*** Begin section ***

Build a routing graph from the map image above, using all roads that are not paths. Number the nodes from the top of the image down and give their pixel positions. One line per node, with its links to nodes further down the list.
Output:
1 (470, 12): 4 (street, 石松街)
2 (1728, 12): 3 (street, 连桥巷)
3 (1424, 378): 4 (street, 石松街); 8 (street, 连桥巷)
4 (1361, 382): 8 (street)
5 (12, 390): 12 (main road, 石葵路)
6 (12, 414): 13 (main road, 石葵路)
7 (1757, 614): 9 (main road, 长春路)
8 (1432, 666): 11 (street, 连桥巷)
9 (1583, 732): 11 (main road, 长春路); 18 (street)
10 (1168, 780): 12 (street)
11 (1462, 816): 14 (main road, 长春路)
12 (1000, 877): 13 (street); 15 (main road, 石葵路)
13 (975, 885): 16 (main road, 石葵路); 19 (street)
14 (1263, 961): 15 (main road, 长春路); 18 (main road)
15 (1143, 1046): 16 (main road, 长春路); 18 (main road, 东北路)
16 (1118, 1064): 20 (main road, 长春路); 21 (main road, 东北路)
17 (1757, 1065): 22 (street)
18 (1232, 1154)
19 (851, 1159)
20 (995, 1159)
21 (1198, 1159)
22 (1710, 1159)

*** End section ***

Please output the material above exactly as it reads.

Build a routing graph from the map image above, using all roads that are not paths. Number the nodes from the top of the image down and give their pixel positions. One line per node, with its links to nodes further down the list.
Output:
1 (470, 12): 4 (street, 石松街)
2 (1728, 12): 3 (street, 连桥巷)
3 (1424, 378): 4 (street, 石松街); 8 (street, 连桥巷)
4 (1361, 382): 8 (street)
5 (12, 390): 12 (main road, 石葵路)
6 (12, 414): 13 (main road, 石葵路)
7 (1757, 614): 9 (main road, 长春路)
8 (1432, 666): 11 (street, 连桥巷)
9 (1583, 732): 11 (main road, 长春路); 18 (street)
10 (1168, 780): 12 (street)
11 (1462, 816): 14 (main road, 长春路)
12 (1000, 877): 13 (street); 15 (main road, 石葵路)
13 (975, 885): 16 (main road, 石葵路); 19 (street)
14 (1263, 961): 15 (main road, 长春路); 18 (main road)
15 (1143, 1046): 16 (main road, 长春路); 18 (main road, 东北路)
16 (1118, 1064): 20 (main road, 长春路); 21 (main road, 东北路)
17 (1757, 1065): 22 (street)
18 (1232, 1154)
19 (851, 1159)
20 (995, 1159)
21 (1198, 1159)
22 (1710, 1159)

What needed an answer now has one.